Politique

Le 19 janvier, au Théâtre national, Joëlle Milquet lançait son opération "Bouger les lignes".

L’initiative inscrite dans la Déclaration de politique communautaire 2014-2019 a pour but d’adapter la politique culturelle aux évolutions de la société.

Il s’agit de construire, avec les artistes et le secteur culturel, une nouvelle offre pour de nouveaux publics.

Pour atteindre cet objectif, la ministre de la Culture a décidé de séquencer le travail et de travailler par coupoles.

Il y en aura cinq, chacune consacrée à un axe majeur.

Focalisée sur l’artiste et la création, la première d’entre elle, intitulée "Artiste au Centre", présente son rapport intermédiaire aujourd’hui au Théâtre de Namur.

Le document dont nous avons pris connaissance identifie trois priorités autour desquelles devront s’articuler les différentes mesures à prendre pour remettre l’artiste au cœur de la politique culturelle. En résumé, le rapport constate qu’il faut établir plus de cohérence dans les mécanismes d’aide aux artistes et à la création. Mais aussi qu’il est nécessaire d’avoir une nouvelle politique de formation des professionnels du secteur artistique. Il insiste enfin, et surtout, sur le besoin essentiel d’avoir une définition positive du statut de l’artiste. "Il s’agit de reconnaître un statut de l’artiste qui soit digne de ce nom, indique la ministre. Avec les évolutions que nous connaissons, il faut adapter les définitions que l’on a de celui-ci. Il faut un pacte clair et précis avec l’Onem pour qu’il n’y ait plus d’ambiguïtés et de confusions. Aujourd’hui, l’artiste se sent surveillé, voire harcelé par des contrôles à ce point tatillons qu’ils ne sont pas en phase avec une pratique artistique."

Deux nouvelles coupoles

Un statut mieux défini passe par une revalorisation du travail et de la place de celui qui crée, mais aussi par un statut social et fiscal. La réflexion sur la question est menée conjointement avec le groupe du Guichet des arts qui remettra un rapport et un nouveau projet stratégique le 15 octobre. C’est avec ce cahier des charges que Joëlle Milquet entend se rendre chez le ministre en charge de l’emploi Kris Peeters pour mener une vraie négociation avec le fédéral concernant le statut d’artiste.

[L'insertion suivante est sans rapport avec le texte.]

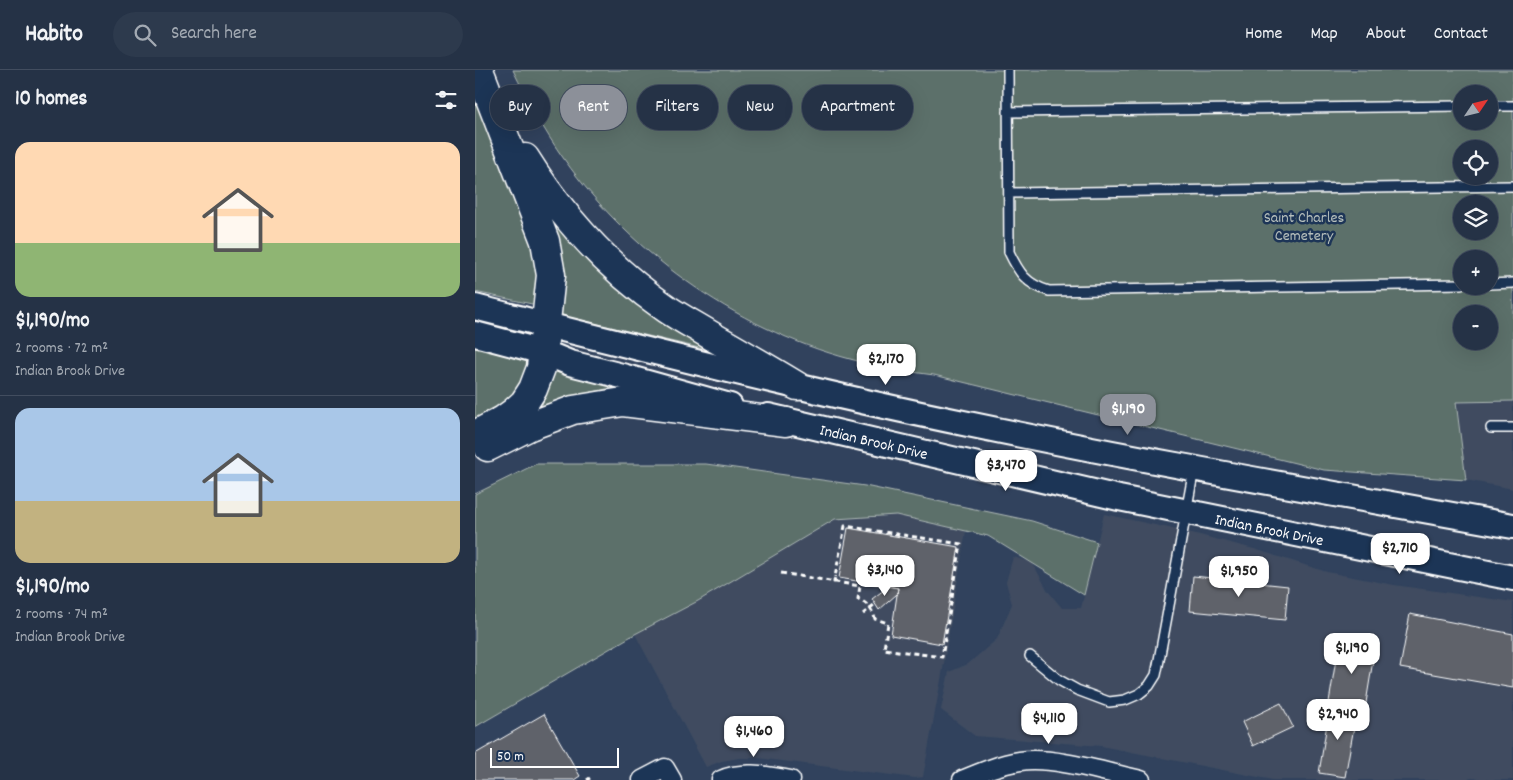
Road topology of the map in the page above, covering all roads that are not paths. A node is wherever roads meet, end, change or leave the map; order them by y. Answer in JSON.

Le rapport intermédiaire de la coupole "Artiste au Centre" fait à de nombreuses reprises référence à des questions d’argent et de budget. Cela signifie-t-il qu’il faudra augmenter les moyens pour remplir les recommandations formulées ? Non répond la ministre. "Je n’aurai pas de refinancement" précise Joëlle Milquet. "L’idée c’est de réallouer, de prendre, en optimisant les choses, des budgets des coûts de fonctionnement qui peuvent être réduits. Nous devons plus penser en termes de politiques décentralisées avec des pôles multidisciplinaires avec des structures qui se mutualisent. Ça permet de rattraper de l’argent qui se perd dans les infrastructures, dans les coûts de fonctionnement, etc."

Deux autres coupoles seront aussi lancées ce samedi à Namur. La première concerne la transition numérique ou comment est-ce que le secteur culturel doit faire face et utiliser le numérique sans perdre son âme. La seconde sera l’alliance Ecole-Culture dont l’objectif est de voir comment remettre la culture au cœur des apprentissages dans les grilles horaires et ce dès le maternel. La 4e coupole sera lancée en décembre et concernera la médiation culturelle. Et en janvier, ce sera au tour de celle dédiée à la gouvernance.

Pas de recours

En marge des discussions autour de l’opération "Bouger les lignes", nous avons également appris hier auprès du cabinet de Joëlle Milquet qu’aucun recours en suspension et en annulation émanant de Groupov n’a pour l’instant été déposé auprès du Conseil d’Etat. Le 14 septembre, la compagnie et son bureau d’avocat avaient pourtant fait savoir qu’ils en déposeraient un contre la décision de la ministre de diminuer de 60 % les subventions qui lui étaient accordées. Une manœuvre qui aurait pu faire jurisprudence pour les autres théâtres dont les dotations pour 2016 ont été réduites de 5 % cet été.

Par ailleurs, la ministre a confirmé mener une réflexion pour l’avenir des orchestres en Fédération Wallonie-Bruxelles. A l’instar de ce qui a été mis en place au niveau fédéral pour l’Orchestre National de Belgique et l’Orchestre Symphonique de la Monnaie, un consultant extérieur sera désigné nous a-t-elle indiqué.